**Exercise:** Whenever a line of the listing contains the string "then", return that line.
------------------------------------
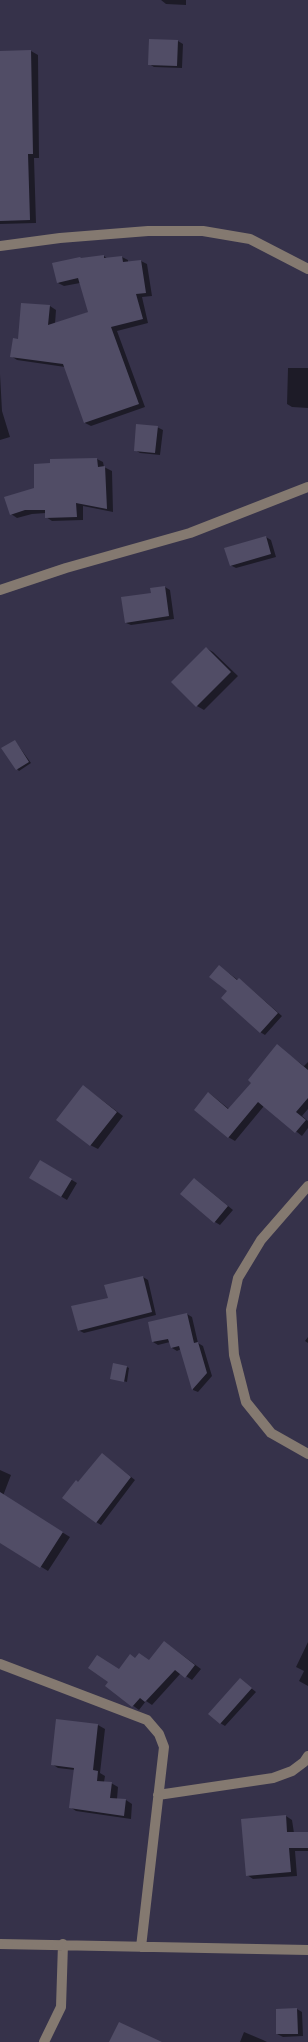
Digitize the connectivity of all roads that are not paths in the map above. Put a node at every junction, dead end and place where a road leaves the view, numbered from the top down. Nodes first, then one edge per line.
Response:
1 (0, 246) edge
2 (308, 269) edge
3 (308, 487) edge
4 (0, 590) edge
5 (308, 1186) edge
6 (308, 1454) edge
7 (0, 1664) edge
8 (308, 1756) edge
9 (158, 1795) junction
10 (0, 1944) edge
11 (63, 1944) junction
12 (141, 1946) junction
13 (308, 1950) edge
14 (44, 2042) edge

1 - 2 street
3 - 4 street
5 - 6 street
7 - 9 street
8 - 9 street
9 - 12 street
10 - 11 street
11 - 12 street
11 - 14 street
12 - 13 street

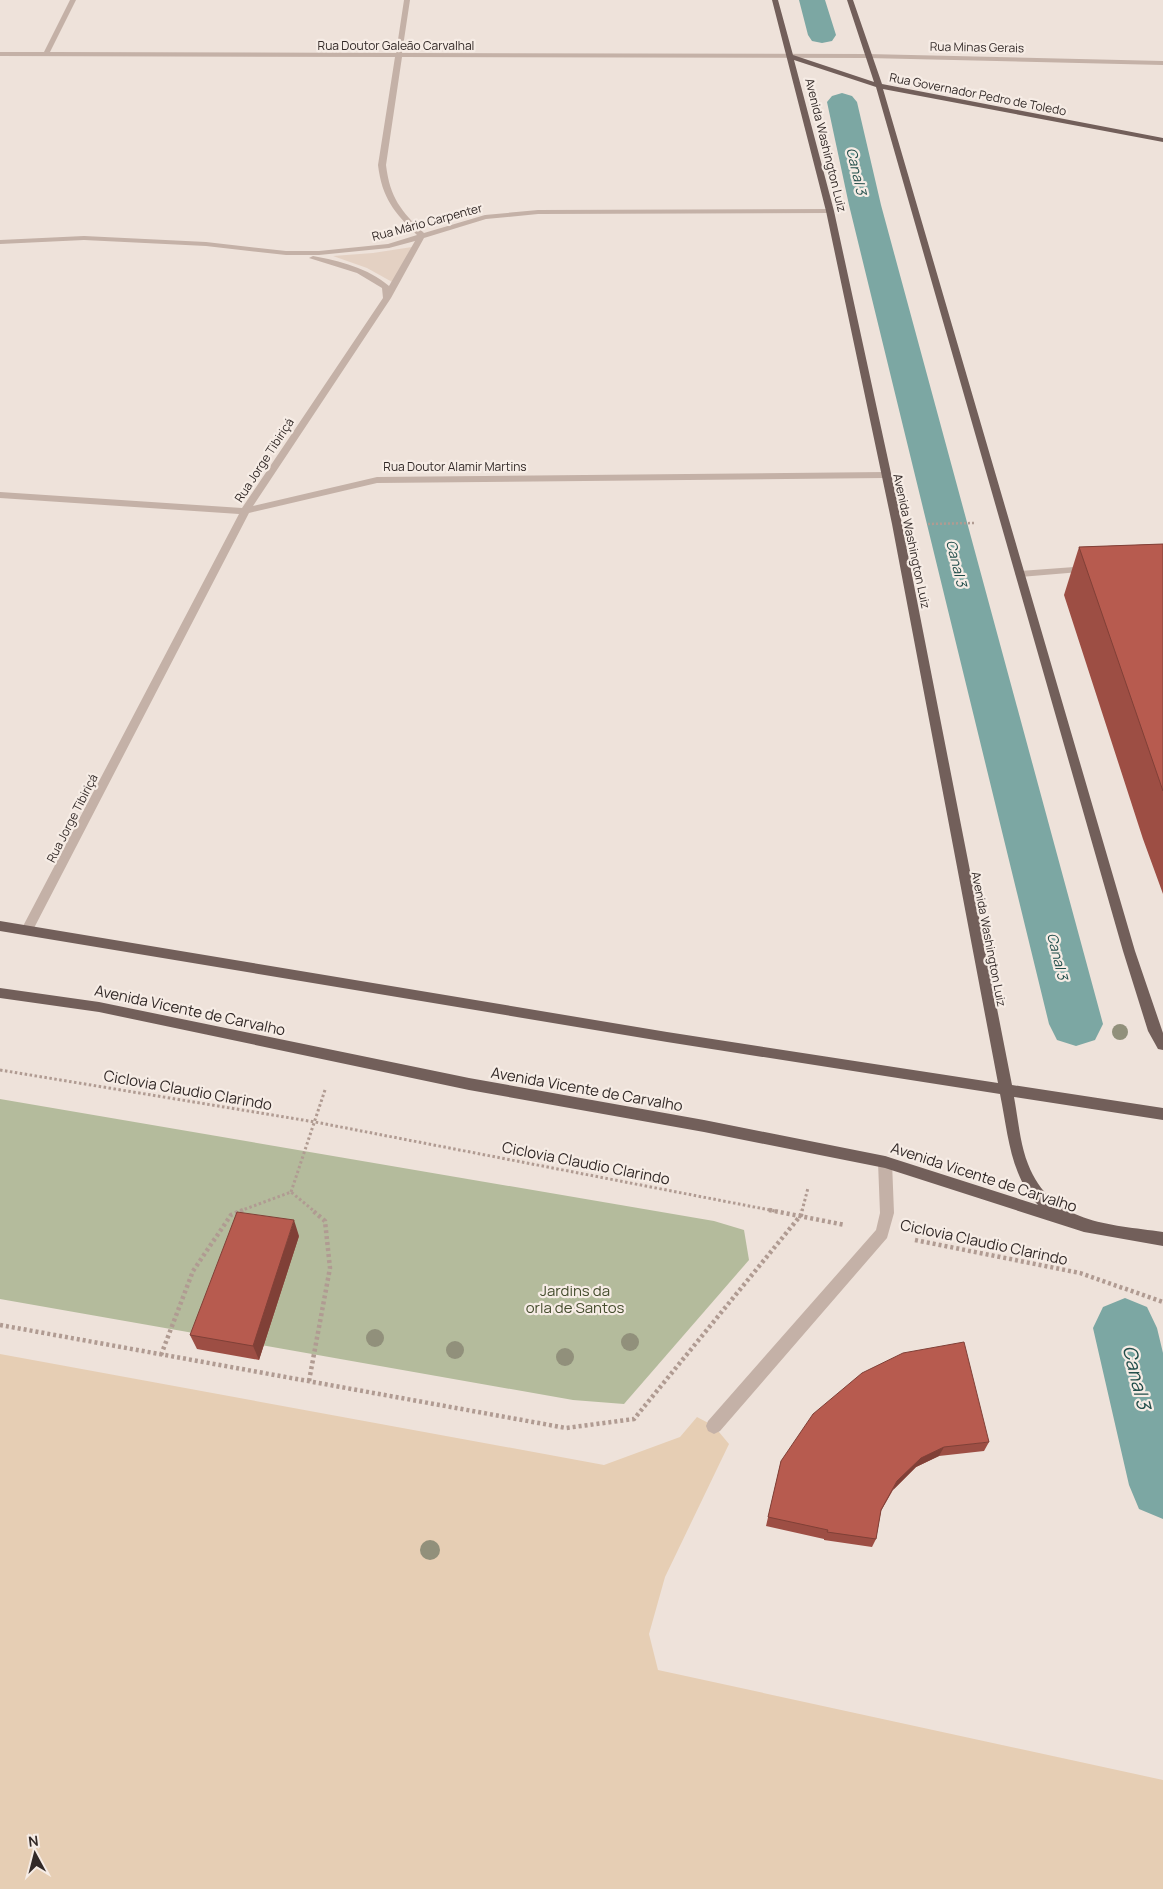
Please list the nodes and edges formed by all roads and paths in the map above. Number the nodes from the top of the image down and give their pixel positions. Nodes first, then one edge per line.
1 (73, 0) edge
2 (407, 0) edge
3 (775, 0) edge
4 (850, 0) edge
5 (0, 54) edge
6 (46, 54) junction
7 (398, 56) junction
8 (868, 56) junction
9 (792, 57) junction
10 (1163, 63) edge
11 (879, 86) junction
12 (1163, 140) edge
13 (830, 211) junction
14 (422, 235) junction
15 (0, 242) edge
16 (286, 252) junction
17 (386, 298) junction
18 (885, 475) junction
19 (0, 495) edge
20 (245, 510) junction
21 (1005, 522) junction
22 (897, 524) junction
23 (1096, 568) edge
24 (1020, 574) junction
25 (0, 926) edge
26 (27, 930) junction
27 (0, 993) edge
28 (1163, 1044) edge
29 (0, 1070) edge
30 (325, 1090) dead end
31 (1005, 1091) junction
32 (1163, 1114) edge
33 (314, 1122) junction
34 (885, 1162) junction
35 (808, 1188) dead end
36 (291, 1192) junction
37 (801, 1215) junction
38 (1084, 1226) junction
39 (882, 1233) junction
40 (1163, 1240) edge
41 (1163, 1302) edge
42 (0, 1325) edge
43 (161, 1354) junction
44 (309, 1381) junction
45 (714, 1426) dead end

1 - 6 street
2 - 7 street
3 - 9 main road, Avenida Washington Luiz
4 - 8 main road
5 - 6 street, Rua Doutor Galeão Carvalhal
6 - 7 street, Rua Doutor Galeão Carvalhal
7 - 9 street, Rua Doutor Galeão Carvalhal
7 - 14 street
8 - 9 street, Rua Minas Gerais
8 - 10 street, Rua Minas Gerais
8 - 11 main road
9 - 11 main road, Rua Governador Pedro de Toledo
9 - 13 main road, Avenida Washington Luiz
11 - 12 main road, Rua Governador Pedro de Toledo
11 - 21 main road
13 - 14 street, Rua Mário Carpenter
13 - 18 main road, Avenida Washington Luiz
14 - 16 street, Rua Mário Carpenter
14 - 17 street, Rua Jorge Tibiriçá
15 - 16 street, Rua Mário Carpenter
16 - 17 street
17 - 20 street, Rua Jorge Tibiriçá
18 - 20 street, Rua Doutor Alamir Martins
18 - 22 main road, Avenida Washington Luiz
19 - 20 street, Rua Doutor Alamir Martins
20 - 26 street, Rua Jorge Tibiriçá
21 - 22 path
21 - 24 main road
22 - 31 main road, Avenida Washington Luiz
23 - 24 street
24 - 28 main road
25 - 26 main road
26 - 31 main road
27 - 34 main road, Avenida Vicente de Carvalho
29 - 33 path, Ciclovia Claudio Clarindo
30 - 33 path
31 - 32 main road
31 - 38 main road, Avenida Washington Luiz
33 - 36 path
33 - 37 path, Ciclovia Claudio Clarindo
34 - 38 main road, Avenida Vicente de Carvalho
34 - 39 street
35 - 37 path
36 - 43 path
36 - 44 path
37 - 39 path, Ciclovia Claudio Clarindo
37 - 44 path
38 - 40 main road, Avenida Vicente de Carvalho
39 - 41 path, Ciclovia Claudio Clarindo
39 - 45 street
42 - 43 path
43 - 44 path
------------------------------------
**Task answer:**
Digitize the connectivity of all roads that are not paths in the map above. Put a node at every junction, dead end and place where a road leaves the view, numbered from the top down. Nodes first, then one edge per line.
Please list the nodes and edges formed by all roads and paths in the map above. Number the nodes from the top of the image down and give their pixel positions. Nodes first, then one edge per line.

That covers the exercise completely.